══ The input ══

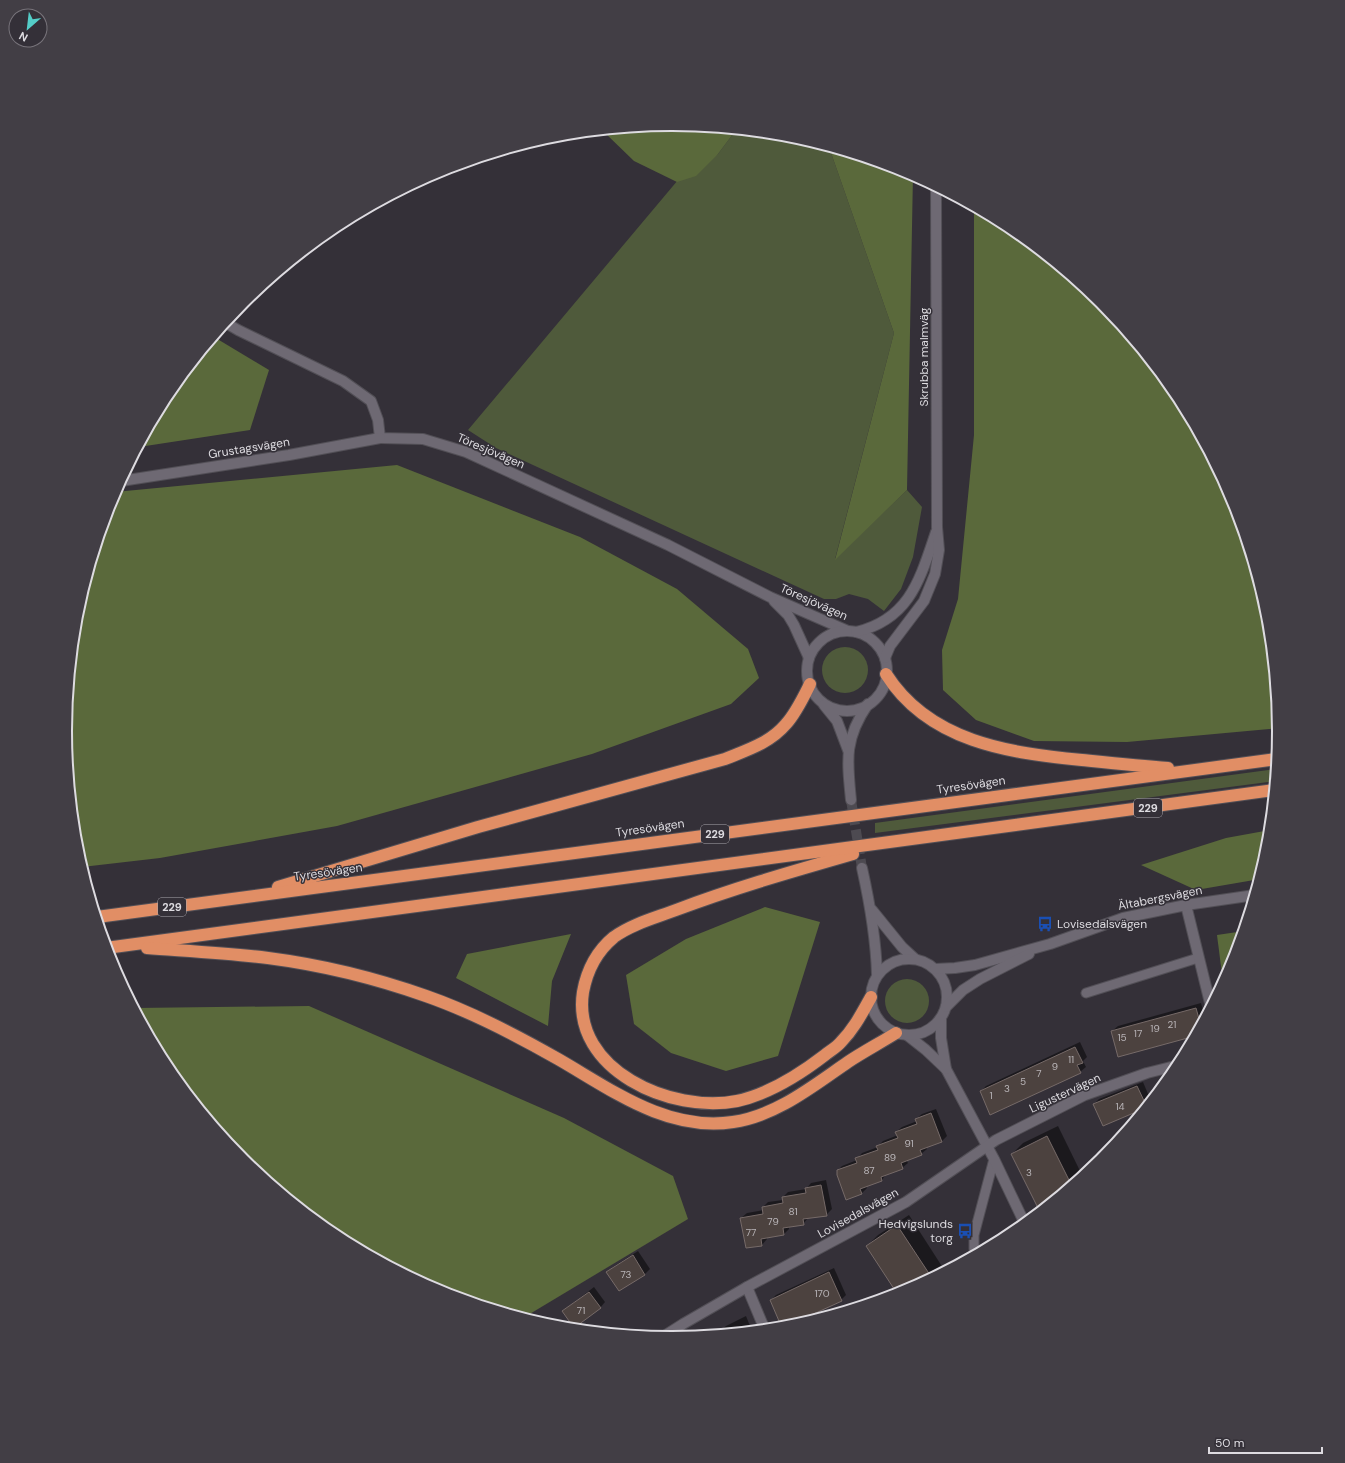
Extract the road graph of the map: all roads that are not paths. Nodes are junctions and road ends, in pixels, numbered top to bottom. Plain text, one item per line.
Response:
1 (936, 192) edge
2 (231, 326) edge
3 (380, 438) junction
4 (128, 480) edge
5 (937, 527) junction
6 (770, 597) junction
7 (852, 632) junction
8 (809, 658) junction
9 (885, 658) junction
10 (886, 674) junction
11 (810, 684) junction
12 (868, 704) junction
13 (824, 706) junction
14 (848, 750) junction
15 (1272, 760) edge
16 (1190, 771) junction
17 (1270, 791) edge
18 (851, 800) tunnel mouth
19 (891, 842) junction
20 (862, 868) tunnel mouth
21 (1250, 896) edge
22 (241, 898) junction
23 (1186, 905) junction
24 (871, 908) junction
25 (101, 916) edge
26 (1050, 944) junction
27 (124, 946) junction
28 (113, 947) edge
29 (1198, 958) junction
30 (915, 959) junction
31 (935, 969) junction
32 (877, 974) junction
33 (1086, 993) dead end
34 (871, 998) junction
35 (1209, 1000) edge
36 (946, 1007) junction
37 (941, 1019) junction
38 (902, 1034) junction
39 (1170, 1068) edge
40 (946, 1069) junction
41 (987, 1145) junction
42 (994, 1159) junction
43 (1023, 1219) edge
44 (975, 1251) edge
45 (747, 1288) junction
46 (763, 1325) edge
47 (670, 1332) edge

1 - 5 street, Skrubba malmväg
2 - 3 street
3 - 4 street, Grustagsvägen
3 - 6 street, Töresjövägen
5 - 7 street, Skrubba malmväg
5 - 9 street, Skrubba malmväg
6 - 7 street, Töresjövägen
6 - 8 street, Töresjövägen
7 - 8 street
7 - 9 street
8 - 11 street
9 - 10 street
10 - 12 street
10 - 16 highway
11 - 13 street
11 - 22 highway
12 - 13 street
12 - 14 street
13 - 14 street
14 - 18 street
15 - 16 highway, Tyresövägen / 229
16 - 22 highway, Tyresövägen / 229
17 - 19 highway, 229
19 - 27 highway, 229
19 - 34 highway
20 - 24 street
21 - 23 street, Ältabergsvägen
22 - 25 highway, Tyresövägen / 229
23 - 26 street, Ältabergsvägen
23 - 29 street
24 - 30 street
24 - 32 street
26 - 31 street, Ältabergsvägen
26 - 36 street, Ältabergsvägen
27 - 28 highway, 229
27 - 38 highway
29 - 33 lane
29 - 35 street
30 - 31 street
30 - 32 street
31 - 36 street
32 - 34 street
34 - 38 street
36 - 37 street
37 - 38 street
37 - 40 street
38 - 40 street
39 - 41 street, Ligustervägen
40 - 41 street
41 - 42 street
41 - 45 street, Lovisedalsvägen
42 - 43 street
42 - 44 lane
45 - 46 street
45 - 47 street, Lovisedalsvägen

═══

### Exercise objective
A word-for-word copy of the records is needed, one that contains no pictures.

### Written reply
Extract the road graph of the map: all roads that are not paths. Nodes are junctions and road ends, in pixels, numbered top to bottom. Plain text, one item per line.
Response:
1 (936, 192) edge
2 (231, 326) edge
3 (380, 438) junction
4 (128, 480) edge
5 (937, 527) junction
6 (770, 597) junction
7 (852, 632) junction
8 (809, 658) junction
9 (885, 658) junction
10 (886, 674) junction
11 (810, 684) junction
12 (868, 704) junction
13 (824, 706) junction
14 (848, 750) junction
15 (1272, 760) edge
16 (1190, 771) junction
17 (1270, 791) edge
18 (851, 800) tunnel mouth
19 (891, 842) junction
20 (862, 868) tunnel mouth
21 (1250, 896) edge
22 (241, 898) junction
23 (1186, 905) junction
24 (871, 908) junction
25 (101, 916) edge
26 (1050, 944) junction
27 (124, 946) junction
28 (113, 947) edge
29 (1198, 958) junction
30 (915, 959) junction
31 (935, 969) junction
32 (877, 974) junction
33 (1086, 993) dead end
34 (871, 998) junction
35 (1209, 1000) edge
36 (946, 1007) junction
37 (941, 1019) junction
38 (902, 1034) junction
39 (1170, 1068) edge
40 (946, 1069) junction
41 (987, 1145) junction
42 (994, 1159) junction
43 (1023, 1219) edge
44 (975, 1251) edge
45 (747, 1288) junction
46 (763, 1325) edge
47 (670, 1332) edge

1 - 5 street, Skrubba malmväg
2 - 3 street
3 - 4 street, Grustagsvägen
3 - 6 street, Töresjövägen
5 - 7 street, Skrubba malmväg
5 - 9 street, Skrubba malmväg
6 - 7 street, Töresjövägen
6 - 8 street, Töresjövägen
7 - 8 street
7 - 9 street
8 - 11 street
9 - 10 street
10 - 12 street
10 - 16 highway
11 - 13 street
11 - 22 highway
12 - 13 street
12 - 14 street
13 - 14 street
14 - 18 street
15 - 16 highway, Tyresövägen / 229
16 - 22 highway, Tyresövägen / 229
17 - 19 highway, 229
19 - 27 highway, 229
19 - 34 highway
20 - 24 street
21 - 23 street, Ältabergsvägen
22 - 25 highway, Tyresövägen / 229
23 - 26 street, Ältabergsvägen
23 - 29 street
24 - 30 street
24 - 32 street
26 - 31 street, Ältabergsvägen
26 - 36 street, Ältabergsvägen
27 - 28 highway, 229
27 - 38 highway
29 - 33 lane
29 - 35 street
30 - 31 street
30 - 32 street
31 - 36 street
32 - 34 street
34 - 38 street
36 - 37 street
37 - 38 street
37 - 40 street
38 - 40 street
39 - 41 street, Ligustervägen
40 - 41 street
41 - 42 street
41 - 45 street, Lovisedalsvägen
42 - 43 street
42 - 44 lane
45 - 46 street
45 - 47 street, Lovisedalsvägen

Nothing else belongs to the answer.